[Opening MATERIAL SHOWN section]
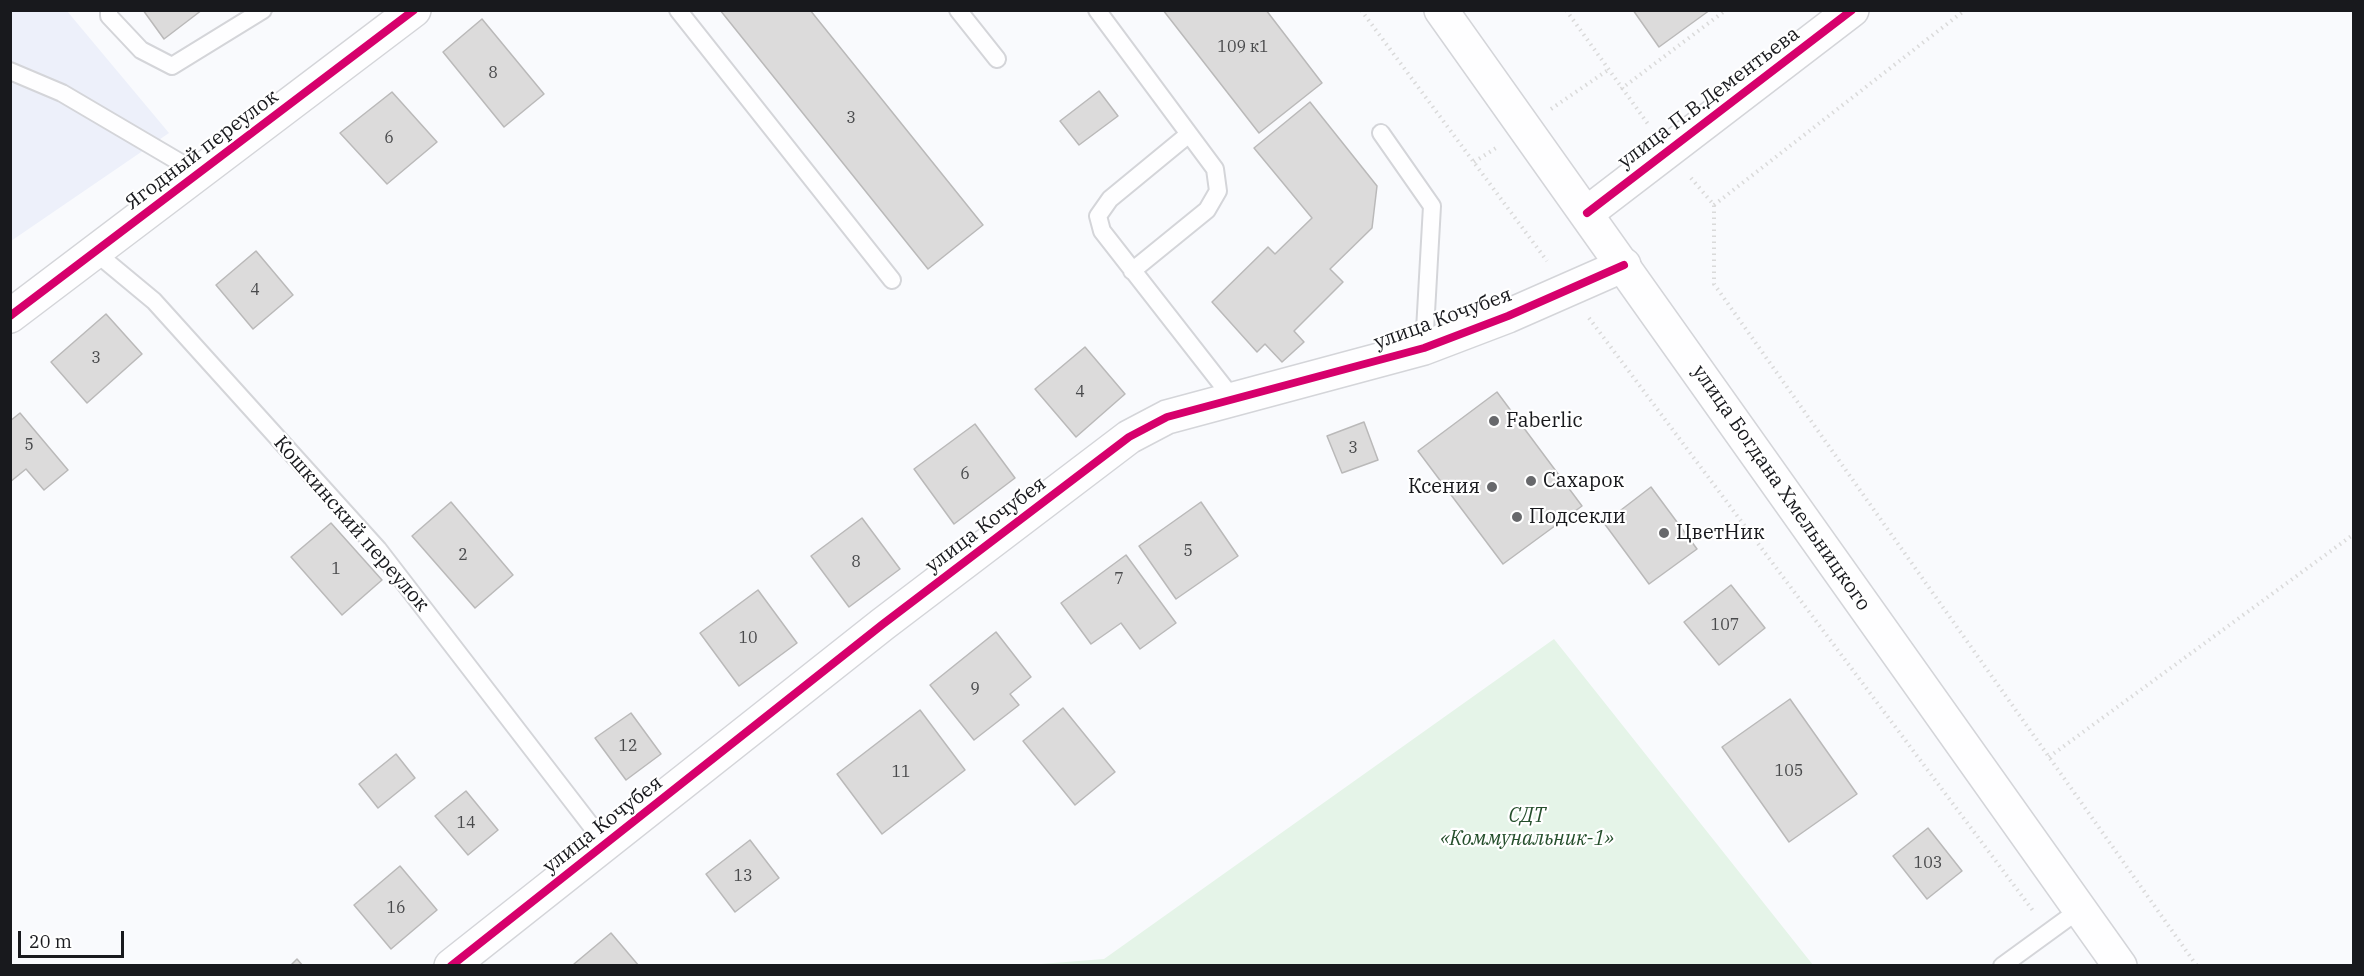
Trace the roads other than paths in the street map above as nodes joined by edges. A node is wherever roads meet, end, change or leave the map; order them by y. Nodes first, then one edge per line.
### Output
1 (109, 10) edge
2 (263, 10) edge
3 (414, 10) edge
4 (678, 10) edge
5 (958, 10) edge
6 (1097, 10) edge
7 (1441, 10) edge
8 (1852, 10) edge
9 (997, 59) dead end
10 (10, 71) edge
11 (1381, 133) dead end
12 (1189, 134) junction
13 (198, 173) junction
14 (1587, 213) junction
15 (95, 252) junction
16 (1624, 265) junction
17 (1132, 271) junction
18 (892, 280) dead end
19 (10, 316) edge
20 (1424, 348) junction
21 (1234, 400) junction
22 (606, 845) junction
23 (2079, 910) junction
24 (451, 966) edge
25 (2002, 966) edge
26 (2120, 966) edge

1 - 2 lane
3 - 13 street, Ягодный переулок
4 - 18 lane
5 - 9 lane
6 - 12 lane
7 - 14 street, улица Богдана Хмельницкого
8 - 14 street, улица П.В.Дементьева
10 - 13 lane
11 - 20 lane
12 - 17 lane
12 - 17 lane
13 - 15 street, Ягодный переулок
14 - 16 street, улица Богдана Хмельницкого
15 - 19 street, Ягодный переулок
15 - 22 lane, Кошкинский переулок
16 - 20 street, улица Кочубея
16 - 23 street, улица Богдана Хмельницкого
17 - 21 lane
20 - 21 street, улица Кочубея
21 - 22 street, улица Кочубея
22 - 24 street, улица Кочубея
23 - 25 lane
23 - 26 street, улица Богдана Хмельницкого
[Closing MATERIAL SHOWN section]
[Opening MATERIAL SHOWN section]
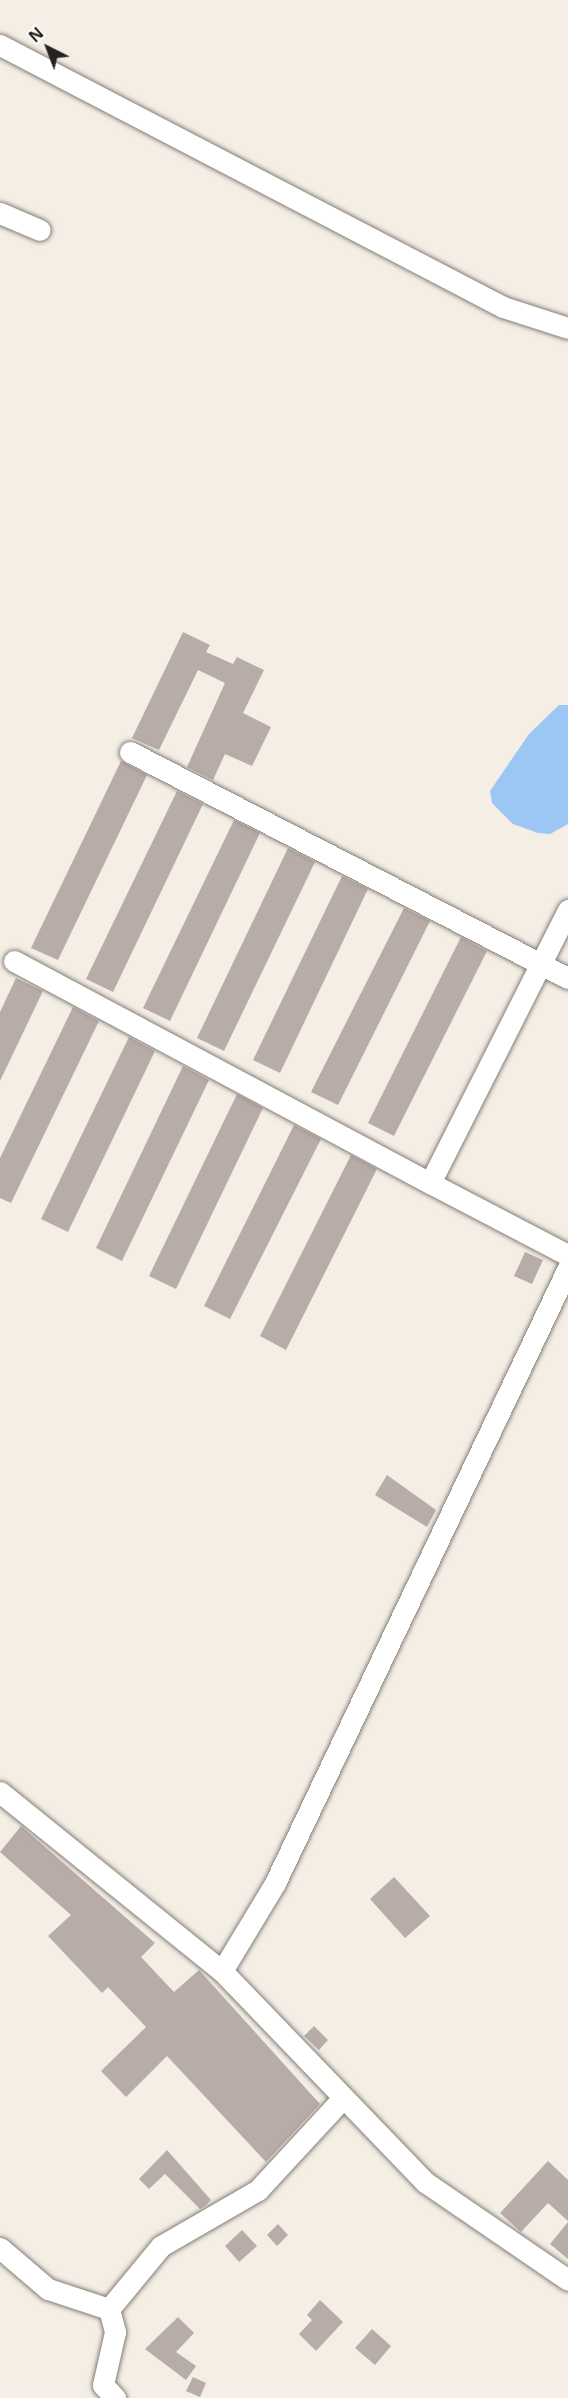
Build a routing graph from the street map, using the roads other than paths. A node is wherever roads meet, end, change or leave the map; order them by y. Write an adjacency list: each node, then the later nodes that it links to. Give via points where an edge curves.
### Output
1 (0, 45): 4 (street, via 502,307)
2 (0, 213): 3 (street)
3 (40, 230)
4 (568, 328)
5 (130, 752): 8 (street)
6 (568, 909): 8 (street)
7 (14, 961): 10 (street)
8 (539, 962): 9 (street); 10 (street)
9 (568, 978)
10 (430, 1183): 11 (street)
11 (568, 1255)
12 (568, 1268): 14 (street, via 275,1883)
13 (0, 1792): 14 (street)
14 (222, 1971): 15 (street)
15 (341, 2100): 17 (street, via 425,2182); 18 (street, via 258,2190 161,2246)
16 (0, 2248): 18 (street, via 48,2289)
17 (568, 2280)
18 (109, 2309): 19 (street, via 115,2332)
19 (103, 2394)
[Closing MATERIAL SHOWN section]
_TASK INSTRUCTIONS_.
Only the lines above that include the word "node" belong in the answer; copy each one.

_COMPLETED EXERCISE_.
Trace the roads other than paths in the street map above as nodes joined by edges. A node is wherever roads meet, end, change or leave the map; order them by y. Nodes first, then one edge per line.
Build a routing graph from the street map, using the roads other than paths. A node is wherever roads meet, end, change or leave the map; order them by y. Write an adjacency list: each node, then the later nodes that it links to. Give via points where an edge curves.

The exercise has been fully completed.